Are you a BIPOC or LGBTQ+ nonprofit leader navigating self-doubt?
Tell me about your experience + I'll offer you some free coaching in the Mutual Exchange Call
Giving feedback can feel challenging, especially when you're not sure of the right timing. Knowing when to give feedback can really impact how the feedback will feel for you to give and for the receiver to hear. This post will describe when you want to offer feedback immediately and when to wait for a better moment to share your critiques.
Sometimes, giving feedback right away is the best choice. Here are some reasons to consider:
If you know you tend to delay feedback, you may end up not giving it at all. If this is a pattern for you, sharing your thoughts immediately might help avoid losing the opportunity altogether (especially if you're someone who tends to worry and overthink about things).

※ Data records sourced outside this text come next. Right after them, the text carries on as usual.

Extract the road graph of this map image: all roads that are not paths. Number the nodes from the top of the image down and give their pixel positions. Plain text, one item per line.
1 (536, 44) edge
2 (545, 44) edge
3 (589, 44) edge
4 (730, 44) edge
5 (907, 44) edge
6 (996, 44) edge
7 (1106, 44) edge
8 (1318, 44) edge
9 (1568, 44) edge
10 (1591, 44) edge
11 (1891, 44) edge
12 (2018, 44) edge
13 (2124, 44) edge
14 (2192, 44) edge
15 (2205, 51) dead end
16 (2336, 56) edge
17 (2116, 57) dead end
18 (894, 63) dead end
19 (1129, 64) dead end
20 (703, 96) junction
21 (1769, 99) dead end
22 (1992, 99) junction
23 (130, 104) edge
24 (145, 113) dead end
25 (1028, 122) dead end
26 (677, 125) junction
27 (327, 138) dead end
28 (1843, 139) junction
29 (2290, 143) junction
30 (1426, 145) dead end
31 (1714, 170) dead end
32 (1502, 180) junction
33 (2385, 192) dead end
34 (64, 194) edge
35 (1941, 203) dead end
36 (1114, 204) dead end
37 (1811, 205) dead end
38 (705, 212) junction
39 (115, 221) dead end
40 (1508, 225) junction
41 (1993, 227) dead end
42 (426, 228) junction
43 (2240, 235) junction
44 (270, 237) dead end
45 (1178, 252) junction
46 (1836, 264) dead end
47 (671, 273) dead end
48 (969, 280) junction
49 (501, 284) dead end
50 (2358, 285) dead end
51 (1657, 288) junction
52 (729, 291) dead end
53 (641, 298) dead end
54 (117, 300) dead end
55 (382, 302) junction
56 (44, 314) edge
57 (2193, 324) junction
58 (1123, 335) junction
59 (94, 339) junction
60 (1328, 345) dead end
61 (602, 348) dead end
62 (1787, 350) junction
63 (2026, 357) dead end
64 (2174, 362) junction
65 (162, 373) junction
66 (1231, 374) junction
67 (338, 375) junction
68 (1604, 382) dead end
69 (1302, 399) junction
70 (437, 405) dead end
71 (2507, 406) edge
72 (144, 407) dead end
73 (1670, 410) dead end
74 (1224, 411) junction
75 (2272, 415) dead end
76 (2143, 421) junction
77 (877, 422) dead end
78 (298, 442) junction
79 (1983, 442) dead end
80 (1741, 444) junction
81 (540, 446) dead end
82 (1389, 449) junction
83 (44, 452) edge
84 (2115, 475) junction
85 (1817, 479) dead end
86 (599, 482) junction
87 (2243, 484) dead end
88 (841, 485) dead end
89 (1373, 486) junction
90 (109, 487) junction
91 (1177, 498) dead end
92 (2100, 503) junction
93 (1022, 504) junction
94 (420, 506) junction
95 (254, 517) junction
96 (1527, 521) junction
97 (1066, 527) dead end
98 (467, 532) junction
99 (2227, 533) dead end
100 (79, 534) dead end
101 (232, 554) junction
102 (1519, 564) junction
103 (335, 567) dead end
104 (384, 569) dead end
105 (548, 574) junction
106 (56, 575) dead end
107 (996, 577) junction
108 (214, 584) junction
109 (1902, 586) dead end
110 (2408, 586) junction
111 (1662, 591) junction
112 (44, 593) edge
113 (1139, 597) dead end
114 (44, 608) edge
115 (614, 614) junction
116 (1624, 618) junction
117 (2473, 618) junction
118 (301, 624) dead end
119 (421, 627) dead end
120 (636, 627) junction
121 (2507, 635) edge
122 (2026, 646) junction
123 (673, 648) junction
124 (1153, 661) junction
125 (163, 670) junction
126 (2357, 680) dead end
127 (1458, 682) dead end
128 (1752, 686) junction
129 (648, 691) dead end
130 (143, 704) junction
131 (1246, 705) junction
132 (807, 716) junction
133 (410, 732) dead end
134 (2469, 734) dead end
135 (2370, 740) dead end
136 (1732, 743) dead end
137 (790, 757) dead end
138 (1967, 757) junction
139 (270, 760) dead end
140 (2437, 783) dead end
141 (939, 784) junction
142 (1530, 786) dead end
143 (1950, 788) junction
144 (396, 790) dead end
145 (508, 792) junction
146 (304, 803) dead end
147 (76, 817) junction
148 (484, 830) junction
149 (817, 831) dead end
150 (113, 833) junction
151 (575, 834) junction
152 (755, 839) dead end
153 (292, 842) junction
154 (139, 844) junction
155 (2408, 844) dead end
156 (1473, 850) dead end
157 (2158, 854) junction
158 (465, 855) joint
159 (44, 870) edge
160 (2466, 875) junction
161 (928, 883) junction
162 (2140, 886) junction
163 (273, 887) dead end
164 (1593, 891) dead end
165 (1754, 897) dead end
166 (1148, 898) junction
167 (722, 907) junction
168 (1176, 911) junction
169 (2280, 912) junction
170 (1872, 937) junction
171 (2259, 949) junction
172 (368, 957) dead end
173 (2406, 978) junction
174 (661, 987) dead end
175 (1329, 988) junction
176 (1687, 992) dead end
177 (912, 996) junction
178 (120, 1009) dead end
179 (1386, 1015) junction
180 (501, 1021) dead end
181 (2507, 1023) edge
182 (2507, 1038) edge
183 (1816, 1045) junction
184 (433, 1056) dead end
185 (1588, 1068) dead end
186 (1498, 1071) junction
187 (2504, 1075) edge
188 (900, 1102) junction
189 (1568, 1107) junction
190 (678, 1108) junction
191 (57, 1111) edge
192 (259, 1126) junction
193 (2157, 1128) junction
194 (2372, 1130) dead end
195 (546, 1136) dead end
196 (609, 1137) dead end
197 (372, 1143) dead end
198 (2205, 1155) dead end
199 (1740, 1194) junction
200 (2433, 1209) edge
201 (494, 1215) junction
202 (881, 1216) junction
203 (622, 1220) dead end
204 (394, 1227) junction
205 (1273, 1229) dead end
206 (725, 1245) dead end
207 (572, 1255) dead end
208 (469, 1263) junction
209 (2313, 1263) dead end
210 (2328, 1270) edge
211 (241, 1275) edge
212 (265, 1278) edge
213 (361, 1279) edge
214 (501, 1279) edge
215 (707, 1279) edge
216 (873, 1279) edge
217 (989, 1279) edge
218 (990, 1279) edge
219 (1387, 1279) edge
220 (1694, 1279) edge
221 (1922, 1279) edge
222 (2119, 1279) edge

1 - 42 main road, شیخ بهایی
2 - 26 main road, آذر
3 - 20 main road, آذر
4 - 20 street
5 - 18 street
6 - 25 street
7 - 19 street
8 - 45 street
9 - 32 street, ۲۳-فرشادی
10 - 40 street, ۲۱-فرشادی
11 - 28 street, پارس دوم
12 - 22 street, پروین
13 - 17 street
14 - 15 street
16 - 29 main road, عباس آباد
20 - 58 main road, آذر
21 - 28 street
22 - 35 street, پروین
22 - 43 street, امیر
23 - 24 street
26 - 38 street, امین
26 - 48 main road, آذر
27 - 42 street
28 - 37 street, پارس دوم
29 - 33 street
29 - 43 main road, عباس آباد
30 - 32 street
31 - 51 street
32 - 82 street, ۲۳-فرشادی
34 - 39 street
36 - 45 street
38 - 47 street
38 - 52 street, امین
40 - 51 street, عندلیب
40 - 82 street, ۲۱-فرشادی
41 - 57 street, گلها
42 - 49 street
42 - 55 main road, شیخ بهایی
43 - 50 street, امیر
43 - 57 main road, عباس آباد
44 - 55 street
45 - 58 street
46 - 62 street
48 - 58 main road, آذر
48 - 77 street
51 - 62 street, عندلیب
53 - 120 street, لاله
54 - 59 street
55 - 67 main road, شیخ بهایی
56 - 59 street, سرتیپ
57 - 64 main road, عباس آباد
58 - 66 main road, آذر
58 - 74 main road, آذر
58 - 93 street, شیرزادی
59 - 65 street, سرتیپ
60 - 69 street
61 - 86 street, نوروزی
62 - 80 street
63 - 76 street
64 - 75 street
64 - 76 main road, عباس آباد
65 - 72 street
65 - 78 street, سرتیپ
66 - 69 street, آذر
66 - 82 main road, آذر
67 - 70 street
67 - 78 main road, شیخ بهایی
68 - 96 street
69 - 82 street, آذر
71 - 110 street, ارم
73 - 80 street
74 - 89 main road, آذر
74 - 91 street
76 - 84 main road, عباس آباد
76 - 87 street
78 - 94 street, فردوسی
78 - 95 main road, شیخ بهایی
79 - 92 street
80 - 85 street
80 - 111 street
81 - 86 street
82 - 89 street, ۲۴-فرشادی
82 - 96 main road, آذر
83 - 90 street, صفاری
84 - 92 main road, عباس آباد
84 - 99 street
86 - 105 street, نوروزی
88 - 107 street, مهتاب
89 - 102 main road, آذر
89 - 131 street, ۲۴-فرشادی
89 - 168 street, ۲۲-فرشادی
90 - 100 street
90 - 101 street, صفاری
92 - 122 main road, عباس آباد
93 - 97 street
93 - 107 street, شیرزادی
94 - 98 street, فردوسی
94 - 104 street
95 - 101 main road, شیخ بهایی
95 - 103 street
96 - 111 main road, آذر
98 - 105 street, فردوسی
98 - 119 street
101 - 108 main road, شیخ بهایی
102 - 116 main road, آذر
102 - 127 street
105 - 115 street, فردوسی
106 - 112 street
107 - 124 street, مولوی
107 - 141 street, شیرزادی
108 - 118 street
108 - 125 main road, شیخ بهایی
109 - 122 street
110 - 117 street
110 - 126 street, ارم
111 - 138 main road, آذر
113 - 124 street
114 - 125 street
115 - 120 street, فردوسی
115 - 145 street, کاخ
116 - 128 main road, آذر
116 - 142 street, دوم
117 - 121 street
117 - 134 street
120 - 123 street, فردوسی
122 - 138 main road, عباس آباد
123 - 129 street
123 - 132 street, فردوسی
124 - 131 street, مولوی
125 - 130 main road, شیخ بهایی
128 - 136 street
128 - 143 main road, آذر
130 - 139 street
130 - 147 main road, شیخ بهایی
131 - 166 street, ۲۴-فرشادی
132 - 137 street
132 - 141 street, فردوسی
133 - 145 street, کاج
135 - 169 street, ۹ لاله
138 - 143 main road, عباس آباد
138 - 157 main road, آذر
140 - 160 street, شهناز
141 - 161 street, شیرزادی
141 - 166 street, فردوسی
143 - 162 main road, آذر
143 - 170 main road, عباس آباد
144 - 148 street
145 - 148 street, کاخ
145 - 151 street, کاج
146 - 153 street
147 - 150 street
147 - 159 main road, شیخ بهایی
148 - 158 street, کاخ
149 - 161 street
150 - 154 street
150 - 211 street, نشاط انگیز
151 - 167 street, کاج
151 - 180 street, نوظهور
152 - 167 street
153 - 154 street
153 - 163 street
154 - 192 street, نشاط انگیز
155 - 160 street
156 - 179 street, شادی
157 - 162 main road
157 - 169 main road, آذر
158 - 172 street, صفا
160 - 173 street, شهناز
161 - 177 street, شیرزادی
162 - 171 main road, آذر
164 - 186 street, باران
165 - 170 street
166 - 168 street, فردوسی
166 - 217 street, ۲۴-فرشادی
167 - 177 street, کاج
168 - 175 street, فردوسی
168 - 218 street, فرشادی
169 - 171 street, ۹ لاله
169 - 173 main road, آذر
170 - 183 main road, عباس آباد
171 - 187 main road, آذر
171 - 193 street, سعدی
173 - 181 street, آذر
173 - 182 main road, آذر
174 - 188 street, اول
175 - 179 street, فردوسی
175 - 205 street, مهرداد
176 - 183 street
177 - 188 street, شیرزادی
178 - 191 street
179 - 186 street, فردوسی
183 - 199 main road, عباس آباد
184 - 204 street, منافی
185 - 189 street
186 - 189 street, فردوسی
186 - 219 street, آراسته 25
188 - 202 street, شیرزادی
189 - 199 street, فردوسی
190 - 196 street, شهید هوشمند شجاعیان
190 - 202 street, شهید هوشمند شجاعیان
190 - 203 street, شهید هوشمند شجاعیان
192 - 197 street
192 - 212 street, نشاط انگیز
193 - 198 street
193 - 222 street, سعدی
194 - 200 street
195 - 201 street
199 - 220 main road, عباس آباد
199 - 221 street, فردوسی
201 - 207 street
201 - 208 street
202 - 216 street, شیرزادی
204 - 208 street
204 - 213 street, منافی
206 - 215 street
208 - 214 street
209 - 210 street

When you notice something good happening, don't wait! Sharing positive feedback right away can boost a person’s spirits and encourage them to keep doing their best. Everyone appreciates a little recognition so in the spirit of giving people their flowers, while they here, please share that positive feedback sooner than later.
If the feedback is about a minor issue, such as forgetting to file a document properly, it’s best to address it immediately. Small corrections like this can be quickly resolved and can help improve workflows without creating unnecessary stress for anyone involved.
If you have a strong relationship with the person receiving feedback, it’s likely safer to share it sooner than later. Why? Because when trust is built, people are more likely to accept feedback, even if it isn't perfectly phrased.
Not all feedback needs to be immediate. Sometimes, waiting can lead to more useful, thoughtful and effective discussions. Consider the following reasons to hold off:
If you don’t know the person well or haven’t built a rapport, it might be wise to wait. Without trust, the feedback may not be well-received, and it could lead to misunderstandings.
If your feedback isn’t clear or practical, it may be better to delay. Instead of offering general comments, take time to think about how your feedback can be concrete and useful for the individual.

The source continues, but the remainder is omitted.